Perkenalkan namaku..

"Mbak Rinjani.." yeah, itu namaku. Dimas yang memanggilku. Dia pegawai di cafe langgananku. "wah, kok tumben pagi sekali mbak.."

Aku tersenyum menghampiri Dimas yang membawa kain lap di tangannya. "iya, butuh inspirasi pagi Dim. Baru buka yaa? Tempat biasa yaa.." kataku.  "pesanannya juga seperti biasa, 3 orang yaa, Riana sama Oki bentar lagi nyusul" potongku sebelum Dimas bertanya.

Riana dan Oki teman ku sejak kuliah. Kami berjanji bertemu siang ini sambil makan siang. Walaupun kita bertiga sama sama sibuk tapi hari ini kita sempatkan berkumpul sebentar, biasa nya mereka bisa memberiku suasana baru di sela hiruk pikuk deadline yang mencekik.

"Mbak Rinjani lagi bikin cerita apa kali ini?" Dimas tiba tiba sudah muncul di depan ku sambil membawa teko es teh manis dan 3 gelas kosong. Aku dan teman temanku sudah sangat sering ke café ini, sampai hampir semua pegawai di café ini kenal dengan kami. Terutama Dimas. Umurnya 2 tahun lebih muda daripadaku. Dimas tau profesiku sebagai penulis dan Dimas lah salah seorang yang selalu rajin membaca tulisanku. Walaupun kadang dia tidak mengerti dengan tema yang kutulis. Tetapi Dimas selalu rajin memberiku semangat setiap kali kita bertemu, seperti ini.

"iya nih Dim, disuruh bikin cerita romance, cerita cinta. Pusing belum dapat ide." ceritaku sambil menata satu gelas kosong itu di depanku dan mulai menuang sendiri teh manis di dalam teko.

Dimas yang berdiri di depanku malah tertawa. "cerita cinta? Saya jadi penasaran, gimana jadinya cerita mbak Rinjani nantinya. Soalnya tulisannya mbak Rinjani saya rasa ndak pernah yang melow melow begitu" Aku hanya melirik sebal pada Dimas, yang dibalas tawa nya yang makin nyaring.  Walaupun kata-kata Dimas benar.
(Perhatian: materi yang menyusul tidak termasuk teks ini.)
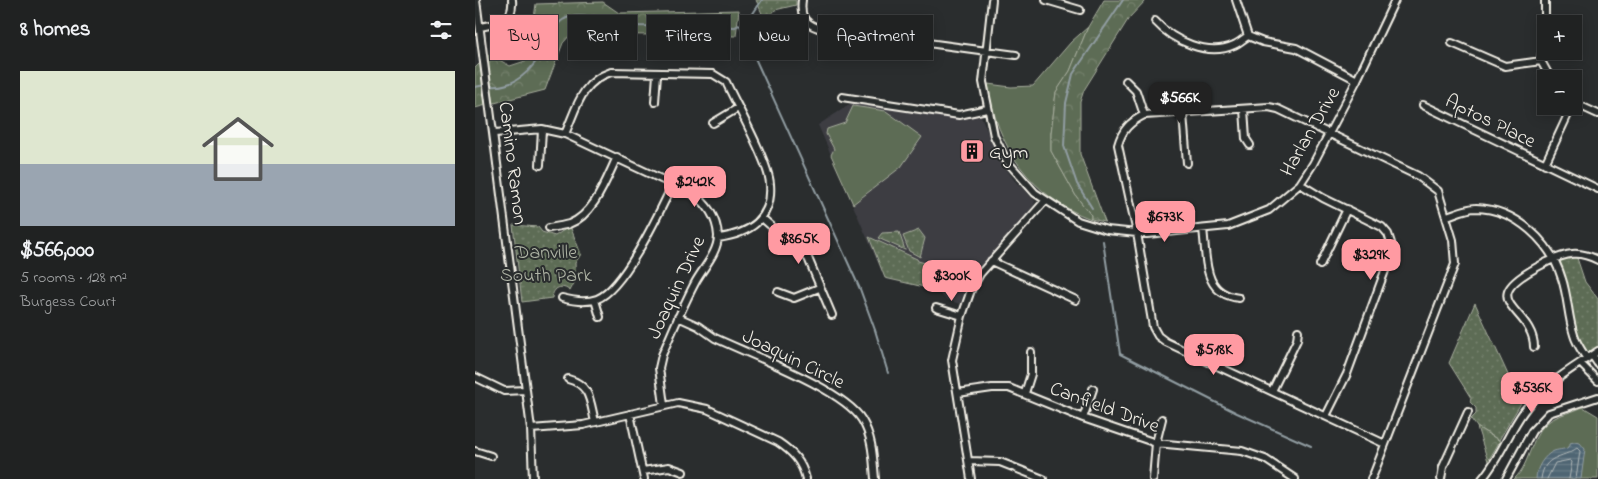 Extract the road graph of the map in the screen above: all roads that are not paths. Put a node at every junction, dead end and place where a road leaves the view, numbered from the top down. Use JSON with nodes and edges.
{"nodes":[{"id":1,"x":476,"y":0,"type":"edge"},
{"id":2,"x":512,"y":0,"type":"edge"},
{"id":3,"x":802,"y":0,"type":"edge"},
{"id":4,"x":992,"y":0,"type":"edge"},
{"id":5,"x":1046,"y":0,"type":"edge"},
{"id":6,"x":1236,"y":0,"type":"edge"},
{"id":7,"x":1395,"y":0,"type":"edge"},
{"id":8,"x":1545,"y":0,"type":"edge"},
{"id":9,"x":1080,"y":10,"type":"dead end"},
{"id":10,"x":1155,"y":21,"type":"dead end"},
{"id":11,"x":480,"y":27,"type":"junction"},
{"id":12,"x":1247,"y":36,"type":"junction"},
{"id":13,"x":1452,"y":43,"type":"dead end"},
{"id":14,"x":985,"y":50,"type":"junction"},
{"id":15,"x":1016,"y":55,"type":"dead end"},
{"id":16,"x":1541,"y":61,"type":"junction"},
{"id":17,"x":1546,"y":70,"type":"edge"},
{"id":18,"x":657,"y":74,"type":"junction"},
{"id":19,"x":1357,"y":80,"type":"junction"},
{"id":20,"x":1126,"y":81,"type":"dead end"},
{"id":21,"x":842,"y":97,"type":"dead end"},
{"id":22,"x":655,"y":102,"type":"dead end"},
{"id":23,"x":1423,"y":105,"type":"dead end"},
{"id":24,"x":738,"y":108,"type":"junction"},
{"id":25,"x":1582,"y":108,"type":"edge"},
{"id":26,"x":987,"y":109,"type":"junction"},
{"id":27,"x":1244,"y":109,"type":"junction"},
{"id":28,"x":1183,"y":114,"type":"junction"},
{"id":29,"x":1598,"y":114,"type":"edge"},
{"id":30,"x":1144,"y":115,"type":"junction"},
{"id":31,"x":1568,"y":115,"type":"edge"},
{"id":32,"x":713,"y":123,"type":"dead end"},
{"id":33,"x":543,"y":129,"type":"junction"},
{"id":34,"x":495,"y":133,"type":"junction"},
{"id":35,"x":565,"y":134,"type":"junction"},
{"id":36,"x":1329,"y":134,"type":"junction"},
{"id":37,"x":1249,"y":145,"type":"dead end"},
{"id":38,"x":617,"y":157,"type":"junction"},
{"id":39,"x":1187,"y":163,"type":"dead end"},
{"id":40,"x":1545,"y":164,"type":"junction"},
{"id":41,"x":540,"y":165,"type":"dead end"},
{"id":42,"x":673,"y":184,"type":"junction"},
{"id":43,"x":1300,"y":184,"type":"junction"},
{"id":44,"x":1598,"y":188,"type":"edge"},
{"id":45,"x":1045,"y":201,"type":"junction"},
{"id":46,"x":1347,"y":209,"type":"junction"},
{"id":47,"x":1447,"y":216,"type":"junction"},
{"id":48,"x":762,"y":218,"type":"junction"},
{"id":49,"x":549,"y":228,"type":"dead end"},
{"id":50,"x":1203,"y":229,"type":"junction"},
{"id":51,"x":1137,"y":233,"type":"junction"},
{"id":52,"x":718,"y":238,"type":"junction"},
{"id":53,"x":1554,"y":259,"type":"junction"},
{"id":54,"x":1598,"y":260,"type":"edge"},
{"id":55,"x":991,"y":261,"type":"junction"},
{"id":56,"x":1320,"y":265,"type":"dead end"},
{"id":57,"x":819,"y":288,"type":"junction"},
{"id":58,"x":778,"y":292,"type":"dead end"},
{"id":59,"x":562,"y":298,"type":"dead end"},
{"id":60,"x":1239,"y":298,"type":"dead end"},
{"id":61,"x":595,"y":300,"type":"junction"},
{"id":62,"x":1076,"y":300,"type":"dead end"},
{"id":63,"x":936,"y":308,"type":"dead end"},
{"id":64,"x":832,"y":315,"type":"dead end"},
{"id":65,"x":962,"y":316,"type":"junction"},
{"id":66,"x":600,"y":317,"type":"dead end"},
{"id":67,"x":678,"y":317,"type":"junction"},
{"id":68,"x":1298,"y":331,"type":"dead end"},
{"id":69,"x":1534,"y":346,"type":"dead end"},
{"id":70,"x":1031,"y":352,"type":"dead end"},
{"id":71,"x":1592,"y":355,"type":"edge"},
{"id":72,"x":1580,"y":363,"type":"junction"},
{"id":73,"x":1598,"y":364,"type":"edge"},
{"id":74,"x":475,"y":377,"type":"edge"},
{"id":75,"x":568,"y":379,"type":"dead end"},
{"id":76,"x":1598,"y":381,"type":"edge"},
{"id":77,"x":1093,"y":389,"type":"dead end"},
{"id":78,"x":526,"y":390,"type":"junction"},
{"id":79,"x":1272,"y":391,"type":"junction"},
{"id":80,"x":958,"y":393,"type":"junction"},
{"id":81,"x":1025,"y":393,"type":"junction"},
{"id":82,"x":1598,"y":397,"type":"edge"},
{"id":83,"x":664,"y":405,"type":"junction"},
{"id":84,"x":1467,"y":412,"type":"dead end"},
{"id":85,"x":630,"y":414,"type":"junction"},
{"id":86,"x":1326,"y":416,"type":"junction"},
{"id":87,"x":1083,"y":418,"type":"junction"},
{"id":88,"x":1162,"y":419,"type":"dead end"},
{"id":89,"x":595,"y":422,"type":"junction"},
{"id":90,"x":531,"y":429,"type":"junction"},
{"id":91,"x":1156,"y":443,"type":"junction"},
{"id":92,"x":1385,"y":444,"type":"junction"},
{"id":93,"x":475,"y":451,"type":"edge"},
{"id":94,"x":491,"y":456,"type":"dead end"},
{"id":95,"x":969,"y":461,"type":"junction"},
{"id":96,"x":643,"y":471,"type":"junction"},
{"id":97,"x":683,"y":472,"type":"dead end"},
{"id":98,"x":533,"y":479,"type":"edge"},
{"id":99,"x":644,"y":479,"type":"edge"},
{"id":100,"x":806,"y":479,"type":"edge"},
{"id":101,"x":875,"y":479,"type":"edge"},
{"id":102,"x":971,"y":479,"type":"edge"},
{"id":103,"x":1043,"y":479,"type":"edge"},
{"id":104,"x":1153,"y":479,"type":"edge"},
{"id":105,"x":1295,"y":479,"type":"edge"},
{"id":106,"x":1371,"y":479,"type":"edge"},
{"id":107,"x":1441,"y":479,"type":"edge"},
{"id":108,"x":1482,"y":479,"type":"edge"},
{"id":109,"x":1506,"y":479,"type":"edge"}],
"edges":[{"from":1,"to":11,"type":"street","name":"Camino Ramon"},
{"from":2,"to":11,"type":"street"},
{"from":3,"to":14,"type":"street"},
{"from":4,"to":14,"type":"street","name":"Harlan Drive"},
{"from":5,"to":9,"type":"street"},
{"from":6,"to":12,"type":"street"},
{"from":7,"to":19,"type":"street","name":"Harlan Drive"},
{"from":8,"to":16,"type":"street"},
{"from":10,"to":12,"type":"street"},
{"from":11,"to":34,"type":"street","name":"Camino Ramon"},
{"from":12,"to":19,"type":"street"},
{"from":13,"to":16,"type":"street"},
{"from":14,"to":15,"type":"street"},
{"from":14,"to":26,"type":"street","name":"Harlan Drive"},
{"from":16,"to":17,"type":"street"},
{"from":18,"to":22,"type":"street"},
{"from":18,"to":24,"type":"street"},
{"from":18,"to":35,"type":"street"},
{"from":19,"to":36,"type":"street","name":"Harlan Drive"},
{"from":20,"to":30,"type":"street"},
{"from":21,"to":26,"type":"street"},
{"from":23,"to":40,"type":"street","name":"Aptos Place"},
{"from":24,"to":32,"type":"street"},
{"from":24,"to":48,"type":"street"},
{"from":25,"to":29,"type":"street"},
{"from":26,"to":45,"type":"street","name":"Harlan Drive"},
{"from":27,"to":28,"type":"street"},
{"from":27,"to":36,"type":"street"},
{"from":27,"to":37,"type":"street"},
{"from":28,"to":30,"type":"street"},
{"from":28,"to":39,"type":"street"},
{"from":30,"to":51,"type":"street"},
{"from":31,"to":40,"type":"street","name":"Aptos Place"},
{"from":33,"to":34,"type":"street","name":"Joaquin Drive"},
{"from":33,"to":35,"type":"street","name":"Joaquin Drive"},
{"from":33,"to":41,"type":"street"},
{"from":34,"to":78,"type":"street","name":"Camino Ramon"},
{"from":35,"to":38,"type":"street","name":"Joaquin Drive"},
{"from":36,"to":43,"type":"street","name":"Harlan Drive"},
{"from":36,"to":47,"type":"street"},
{"from":38,"to":42,"type":"street","name":"Joaquin Drive"},
{"from":38,"to":49,"type":"street"},
{"from":40,"to":44,"type":"street","name":"Aptos Place"},
{"from":42,"to":52,"type":"street","name":"Joaquin Drive"},
{"from":42,"to":61,"type":"street"},
{"from":43,"to":46,"type":"street"},
{"from":43,"to":50,"type":"street","name":"Harlan Drive"},
{"from":45,"to":51,"type":"street","name":"Harlan Drive"},
{"from":45,"to":55,"type":"street"},
{"from":46,"to":56,"type":"street"},
{"from":46,"to":86,"type":"street"},
{"from":47,"to":53,"type":"street"},
{"from":47,"to":92,"type":"street"},
{"from":48,"to":52,"type":"street"},
{"from":48,"to":57,"type":"street"},
{"from":50,"to":51,"type":"street","name":"Harlan Drive"},
{"from":50,"to":60,"type":"street"},
{"from":51,"to":79,"type":"street"},
{"from":52,"to":67,"type":"street","name":"Joaquin Drive"},
{"from":53,"to":54,"type":"street"},
{"from":53,"to":69,"type":"street"},
{"from":53,"to":71,"type":"street"},
{"from":55,"to":62,"type":"street"},
{"from":55,"to":65,"type":"street"},
{"from":57,"to":58,"type":"street"},
{"from":57,"to":64,"type":"street"},
{"from":59,"to":61,"type":"street"},
{"from":61,"to":66,"type":"street"},
{"from":63,"to":65,"type":"street"},
{"from":65,"to":80,"type":"street"},
{"from":67,"to":83,"type":"street","name":"Joaquin Drive"},
{"from":67,"to":101,"type":"street","name":"Joaquin Circle"},
{"from":68,"to":79,"type":"street"},
{"from":70,"to":81,"type":"street"},
{"from":71,"to":72,"type":"street"},
{"from":71,"to":73,"type":"street"},
{"from":72,"to":76,"type":"street"},
{"from":72,"to":108,"type":"street"},
{"from":74,"to":78,"type":"street"},
{"from":75,"to":89,"type":"street"},
{"from":77,"to":87,"type":"street"},
{"from":78,"to":90,"type":"street","name":"Camino Ramon"},
{"from":79,"to":86,"type":"street"},
{"from":80,"to":81,"type":"street","name":"Canfield Drive"},
{"from":80,"to":95,"type":"street"},
{"from":81,"to":87,"type":"street","name":"Canfield Drive"},
{"from":82,"to":109,"type":"street"},
{"from":83,"to":85,"type":"street"},
{"from":83,"to":100,"type":"street"},
{"from":84,"to":107,"type":"street"},
{"from":85,"to":89,"type":"street"},
{"from":85,"to":96,"type":"street"},
{"from":86,"to":92,"type":"street"},
{"from":87,"to":91,"type":"street","name":"Canfield Drive"},
{"from":88,"to":91,"type":"street"},
{"from":89,"to":90,"type":"street"},
{"from":90,"to":98,"type":"street","name":"Camino Ramon"},
{"from":91,"to":104,"type":"street"},
{"from":91,"to":105,"type":"street","name":"Canfield Drive"},
{"from":92,"to":106,"type":"street"},
{"from":93,"to":94,"type":"street"},
{"from":95,"to":102,"type":"street"},
{"from":95,"to":103,"type":"street"},
{"from":96,"to":97,"type":"street"},
{"from":96,"to":99,"type":"street"}]}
Romance adalah genre yang susah aku tulis. Rasanya setiap cerita romance yang aku tulis tidak pernah memuaskanku. Mungkin karena aku sendiri sebagai penulis belum merasakan jatuh cinta yang sebenarnya. Aku tidak pernah punya kisah cinta yang rumit dan penuh emosi.

Kali ini si Bos menantangku menulis genre romance dewasa. Bukan teenlit remaja seperti biasa. Dengan iming iming bayaran yang lumayan. Bukan untuk buku yang diterbitkan atas namaku sendiri yang pasti, aku hanya Ghost Writter saat ini. Atau penulis bayangan, hasil tulisanku nantinya akan diterbitkan bukan dengan namaku tapi dengan nama penulis lainnya yang lebih punya nama dibanding aku.